I never planned to be a single mother, and for the record, this ish is hard. Just the logistics alone are sometimes mindboggling. I’m tired. I often wondered before I entered motherhood how on earth folks managed. Now I wonder how I manage–even when I have the bi-weekly housekeeper, daily dog walker, nannies. It’s still just a lot.
Hope and I are sliding into nearly 15 months together now, and I’m starting to think about the relative importance of having a male figure in her life. Originally, I had this fantastic goal of having this council of dads who would help out and weigh in, but yeah, the first year of our life together has been so mired in trying to make crooked lines somewhat straight that I haven’t been able to give the whole concept much thought. Hope was so adamant about even forbidding me to date, much less eventually marry, that I just abandoned the notion of introducing her to any male friends in hopes that some meaningfulness would spring forth through knowing some wonderful men.

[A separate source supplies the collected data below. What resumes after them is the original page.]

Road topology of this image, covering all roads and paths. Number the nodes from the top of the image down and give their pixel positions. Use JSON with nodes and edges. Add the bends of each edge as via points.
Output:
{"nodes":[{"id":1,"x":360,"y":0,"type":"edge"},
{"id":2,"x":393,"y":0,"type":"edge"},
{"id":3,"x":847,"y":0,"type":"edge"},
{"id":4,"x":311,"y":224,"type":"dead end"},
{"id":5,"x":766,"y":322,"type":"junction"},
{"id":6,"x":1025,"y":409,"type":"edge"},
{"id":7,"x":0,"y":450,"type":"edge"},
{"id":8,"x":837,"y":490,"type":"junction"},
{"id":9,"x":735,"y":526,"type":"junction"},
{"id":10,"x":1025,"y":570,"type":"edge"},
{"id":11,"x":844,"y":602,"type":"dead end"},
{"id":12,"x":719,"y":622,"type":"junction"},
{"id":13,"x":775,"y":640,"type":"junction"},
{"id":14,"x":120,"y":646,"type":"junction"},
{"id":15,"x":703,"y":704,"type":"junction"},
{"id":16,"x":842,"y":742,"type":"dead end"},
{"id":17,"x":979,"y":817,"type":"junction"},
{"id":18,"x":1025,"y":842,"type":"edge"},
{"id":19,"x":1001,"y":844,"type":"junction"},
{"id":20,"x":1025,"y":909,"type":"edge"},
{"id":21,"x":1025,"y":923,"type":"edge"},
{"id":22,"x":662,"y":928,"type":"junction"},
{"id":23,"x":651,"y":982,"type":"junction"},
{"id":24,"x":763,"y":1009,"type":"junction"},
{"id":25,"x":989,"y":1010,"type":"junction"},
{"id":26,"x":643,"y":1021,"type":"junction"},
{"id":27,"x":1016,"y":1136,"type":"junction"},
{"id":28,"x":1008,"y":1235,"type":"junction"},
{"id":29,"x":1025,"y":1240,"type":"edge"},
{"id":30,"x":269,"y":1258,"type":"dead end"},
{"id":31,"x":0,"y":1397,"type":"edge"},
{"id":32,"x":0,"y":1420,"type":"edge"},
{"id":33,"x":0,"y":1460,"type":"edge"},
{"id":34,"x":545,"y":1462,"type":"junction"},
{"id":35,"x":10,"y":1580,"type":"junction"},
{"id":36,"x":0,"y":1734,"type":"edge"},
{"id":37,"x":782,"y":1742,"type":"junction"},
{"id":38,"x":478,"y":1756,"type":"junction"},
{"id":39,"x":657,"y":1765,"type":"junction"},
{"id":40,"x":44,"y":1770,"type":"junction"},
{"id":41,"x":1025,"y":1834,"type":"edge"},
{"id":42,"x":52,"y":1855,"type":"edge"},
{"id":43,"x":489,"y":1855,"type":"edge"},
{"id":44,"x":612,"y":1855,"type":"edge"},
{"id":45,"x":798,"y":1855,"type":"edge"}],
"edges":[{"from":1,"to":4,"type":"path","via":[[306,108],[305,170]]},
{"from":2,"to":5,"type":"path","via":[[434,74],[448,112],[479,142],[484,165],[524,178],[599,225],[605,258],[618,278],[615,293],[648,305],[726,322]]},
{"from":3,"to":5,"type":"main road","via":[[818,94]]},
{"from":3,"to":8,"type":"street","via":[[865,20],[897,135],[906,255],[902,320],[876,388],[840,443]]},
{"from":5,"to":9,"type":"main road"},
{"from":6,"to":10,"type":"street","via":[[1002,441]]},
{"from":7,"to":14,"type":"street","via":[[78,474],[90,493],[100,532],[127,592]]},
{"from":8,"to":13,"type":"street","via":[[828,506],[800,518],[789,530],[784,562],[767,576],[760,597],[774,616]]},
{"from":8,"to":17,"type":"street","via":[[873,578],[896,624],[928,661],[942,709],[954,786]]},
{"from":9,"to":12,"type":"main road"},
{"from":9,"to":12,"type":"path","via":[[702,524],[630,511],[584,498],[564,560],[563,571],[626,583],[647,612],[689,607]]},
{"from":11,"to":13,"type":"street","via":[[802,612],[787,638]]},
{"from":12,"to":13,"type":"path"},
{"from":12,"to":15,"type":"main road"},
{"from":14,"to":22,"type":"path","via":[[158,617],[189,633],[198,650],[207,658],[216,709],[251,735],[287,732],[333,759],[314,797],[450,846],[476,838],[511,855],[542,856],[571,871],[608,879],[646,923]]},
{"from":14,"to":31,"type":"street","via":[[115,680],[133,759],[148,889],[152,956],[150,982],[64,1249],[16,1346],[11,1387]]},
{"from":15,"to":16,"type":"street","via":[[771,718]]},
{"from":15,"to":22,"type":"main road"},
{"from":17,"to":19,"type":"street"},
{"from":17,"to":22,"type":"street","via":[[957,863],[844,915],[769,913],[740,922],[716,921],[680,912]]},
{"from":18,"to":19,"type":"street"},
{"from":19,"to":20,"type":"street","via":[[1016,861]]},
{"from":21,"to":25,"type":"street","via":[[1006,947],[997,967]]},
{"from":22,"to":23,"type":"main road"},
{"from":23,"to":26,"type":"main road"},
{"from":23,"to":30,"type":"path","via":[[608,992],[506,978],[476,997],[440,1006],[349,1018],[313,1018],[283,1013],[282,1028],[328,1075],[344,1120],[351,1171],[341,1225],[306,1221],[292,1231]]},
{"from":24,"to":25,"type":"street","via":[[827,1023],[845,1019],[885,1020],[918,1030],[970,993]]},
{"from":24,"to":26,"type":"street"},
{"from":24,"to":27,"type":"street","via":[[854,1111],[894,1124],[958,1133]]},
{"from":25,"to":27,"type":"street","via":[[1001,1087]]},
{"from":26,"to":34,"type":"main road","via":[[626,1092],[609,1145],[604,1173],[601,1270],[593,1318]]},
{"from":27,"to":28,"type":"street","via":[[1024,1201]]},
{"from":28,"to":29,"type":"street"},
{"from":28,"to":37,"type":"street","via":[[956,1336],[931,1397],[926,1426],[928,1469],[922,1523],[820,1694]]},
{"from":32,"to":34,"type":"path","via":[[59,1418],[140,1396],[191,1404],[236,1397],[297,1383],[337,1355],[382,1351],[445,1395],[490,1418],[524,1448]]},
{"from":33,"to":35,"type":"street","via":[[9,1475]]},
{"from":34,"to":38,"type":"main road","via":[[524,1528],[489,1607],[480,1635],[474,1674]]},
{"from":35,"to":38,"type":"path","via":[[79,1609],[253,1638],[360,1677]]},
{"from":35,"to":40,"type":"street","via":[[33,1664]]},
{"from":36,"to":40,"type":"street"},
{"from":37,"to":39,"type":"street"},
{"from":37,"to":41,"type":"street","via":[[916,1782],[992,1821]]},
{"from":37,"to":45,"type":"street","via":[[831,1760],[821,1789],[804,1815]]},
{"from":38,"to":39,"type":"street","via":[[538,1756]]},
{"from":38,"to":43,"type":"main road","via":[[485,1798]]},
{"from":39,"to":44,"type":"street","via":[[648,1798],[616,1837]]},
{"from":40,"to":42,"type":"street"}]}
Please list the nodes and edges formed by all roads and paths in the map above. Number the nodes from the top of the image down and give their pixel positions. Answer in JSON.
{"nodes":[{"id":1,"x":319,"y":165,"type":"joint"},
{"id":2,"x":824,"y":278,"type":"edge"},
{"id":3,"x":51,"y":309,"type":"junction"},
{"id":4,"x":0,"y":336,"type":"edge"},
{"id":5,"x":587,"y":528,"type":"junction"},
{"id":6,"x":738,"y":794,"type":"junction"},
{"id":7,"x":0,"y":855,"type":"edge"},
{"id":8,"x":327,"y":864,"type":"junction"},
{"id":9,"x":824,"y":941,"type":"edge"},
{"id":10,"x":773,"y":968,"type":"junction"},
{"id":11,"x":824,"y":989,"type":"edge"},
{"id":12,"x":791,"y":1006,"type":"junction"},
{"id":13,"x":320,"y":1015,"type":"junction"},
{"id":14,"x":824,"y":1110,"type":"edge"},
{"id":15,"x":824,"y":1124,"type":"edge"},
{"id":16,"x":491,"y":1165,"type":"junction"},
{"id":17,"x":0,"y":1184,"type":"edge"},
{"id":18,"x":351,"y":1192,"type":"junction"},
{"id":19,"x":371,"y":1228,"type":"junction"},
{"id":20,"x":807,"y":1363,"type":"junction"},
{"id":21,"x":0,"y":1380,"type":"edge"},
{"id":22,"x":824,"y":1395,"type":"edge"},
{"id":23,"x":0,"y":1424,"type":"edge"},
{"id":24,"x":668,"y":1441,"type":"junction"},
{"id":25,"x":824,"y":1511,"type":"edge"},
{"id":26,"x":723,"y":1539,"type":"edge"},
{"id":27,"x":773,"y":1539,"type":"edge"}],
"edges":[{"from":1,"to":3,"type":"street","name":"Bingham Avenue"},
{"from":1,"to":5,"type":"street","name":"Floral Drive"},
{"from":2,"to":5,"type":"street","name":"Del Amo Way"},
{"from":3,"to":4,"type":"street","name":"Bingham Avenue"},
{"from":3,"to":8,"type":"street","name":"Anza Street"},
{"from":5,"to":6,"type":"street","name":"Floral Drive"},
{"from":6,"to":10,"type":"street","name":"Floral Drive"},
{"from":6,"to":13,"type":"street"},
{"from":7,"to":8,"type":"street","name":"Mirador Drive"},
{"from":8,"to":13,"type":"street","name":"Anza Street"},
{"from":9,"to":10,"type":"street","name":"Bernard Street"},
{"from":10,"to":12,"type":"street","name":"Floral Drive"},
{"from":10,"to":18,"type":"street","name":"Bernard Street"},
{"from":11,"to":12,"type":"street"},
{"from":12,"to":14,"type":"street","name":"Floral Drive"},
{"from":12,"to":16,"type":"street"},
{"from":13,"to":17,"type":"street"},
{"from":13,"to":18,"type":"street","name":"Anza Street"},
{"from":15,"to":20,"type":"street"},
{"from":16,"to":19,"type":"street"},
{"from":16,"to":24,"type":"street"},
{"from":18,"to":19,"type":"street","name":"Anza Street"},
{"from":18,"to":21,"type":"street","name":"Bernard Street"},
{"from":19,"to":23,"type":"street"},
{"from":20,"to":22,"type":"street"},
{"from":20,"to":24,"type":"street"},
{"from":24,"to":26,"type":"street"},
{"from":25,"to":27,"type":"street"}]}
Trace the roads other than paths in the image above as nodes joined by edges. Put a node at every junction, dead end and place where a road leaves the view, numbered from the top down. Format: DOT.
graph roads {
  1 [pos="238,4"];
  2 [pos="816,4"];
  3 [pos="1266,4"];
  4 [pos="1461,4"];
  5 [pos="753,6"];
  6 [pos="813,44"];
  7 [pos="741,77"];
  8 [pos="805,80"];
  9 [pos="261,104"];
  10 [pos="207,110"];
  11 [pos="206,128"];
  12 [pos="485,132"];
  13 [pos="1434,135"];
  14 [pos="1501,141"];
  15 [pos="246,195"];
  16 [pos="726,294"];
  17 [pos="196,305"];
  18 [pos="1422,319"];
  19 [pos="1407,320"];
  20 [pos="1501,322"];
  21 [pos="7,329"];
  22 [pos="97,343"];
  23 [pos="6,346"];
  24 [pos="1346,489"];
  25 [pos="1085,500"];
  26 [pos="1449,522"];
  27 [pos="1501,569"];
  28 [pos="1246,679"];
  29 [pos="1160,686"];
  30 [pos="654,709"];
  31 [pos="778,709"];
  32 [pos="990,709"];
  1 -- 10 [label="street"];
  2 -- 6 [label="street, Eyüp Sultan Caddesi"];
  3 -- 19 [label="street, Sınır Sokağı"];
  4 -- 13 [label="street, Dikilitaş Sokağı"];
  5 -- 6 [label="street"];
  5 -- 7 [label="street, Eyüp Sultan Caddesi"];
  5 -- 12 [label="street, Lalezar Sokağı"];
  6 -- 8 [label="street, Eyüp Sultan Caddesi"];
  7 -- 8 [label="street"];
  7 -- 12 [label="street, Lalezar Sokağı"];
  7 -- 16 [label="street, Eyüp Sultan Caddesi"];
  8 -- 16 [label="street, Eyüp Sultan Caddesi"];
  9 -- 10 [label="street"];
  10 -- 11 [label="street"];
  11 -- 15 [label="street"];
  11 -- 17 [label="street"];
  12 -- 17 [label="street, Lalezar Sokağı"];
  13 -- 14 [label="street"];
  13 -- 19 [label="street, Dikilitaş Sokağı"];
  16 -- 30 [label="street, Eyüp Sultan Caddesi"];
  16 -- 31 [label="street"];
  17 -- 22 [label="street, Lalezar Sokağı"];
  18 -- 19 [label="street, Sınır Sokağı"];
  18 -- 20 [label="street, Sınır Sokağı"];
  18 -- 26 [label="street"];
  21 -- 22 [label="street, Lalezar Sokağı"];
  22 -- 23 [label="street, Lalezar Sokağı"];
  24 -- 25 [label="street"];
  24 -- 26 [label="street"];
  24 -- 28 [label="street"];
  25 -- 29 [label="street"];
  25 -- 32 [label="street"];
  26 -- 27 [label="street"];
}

Jeesch, Hope also hasn’t met many of my girlfriends–some of whom can be pissy about that–so there’s that.
But it’s a year later, Hope’s a lot more sturdy now. We are going through the middle school relationship gauntlet, and not only does she know I’m dating; she seems to understand it’s serious.
And it’s a year later and I see her going through the trials and tribulations of early adolescence,
and I want to slay some of these bama dudes that make her cry. I see her struggling with trying to figure out how to navigate platonic and romantic relationships; I also see how the impact of seeing unhealthy relationships is shaping her burgeoning views on romance. It all makes me sad.
Nearly two years ago, it was so important to the match that men weren’t involved in parenting Hope; there were lots of reasons for this. Now that this time has passed, I wonder how not having really any men in her life is affecting her. I wonder if I can really coach her through some really important stuff. I value the male perspectives in my life immensely. I know that she would benefit from hearing how men think from a man. Like a lot of single parents out there, I wonder if and how I can compensate for not providing that other perspective.
But I also know that maybe she’s still not ready for having a guy around. She’s increasingly curious about Elihou, but I can tell it’s more from a perspective of ” Ohhhm mom’s dating” as opposed to thinking, “this guy might actually be my stepdad one day.”
I thought about this stuff before I started parenting, but it seems so much more important to consider now. I guess lots of folks do this single parent thing, so we’ll be fine. But I’d be lying if I didn’t admit wishing life was a bit different.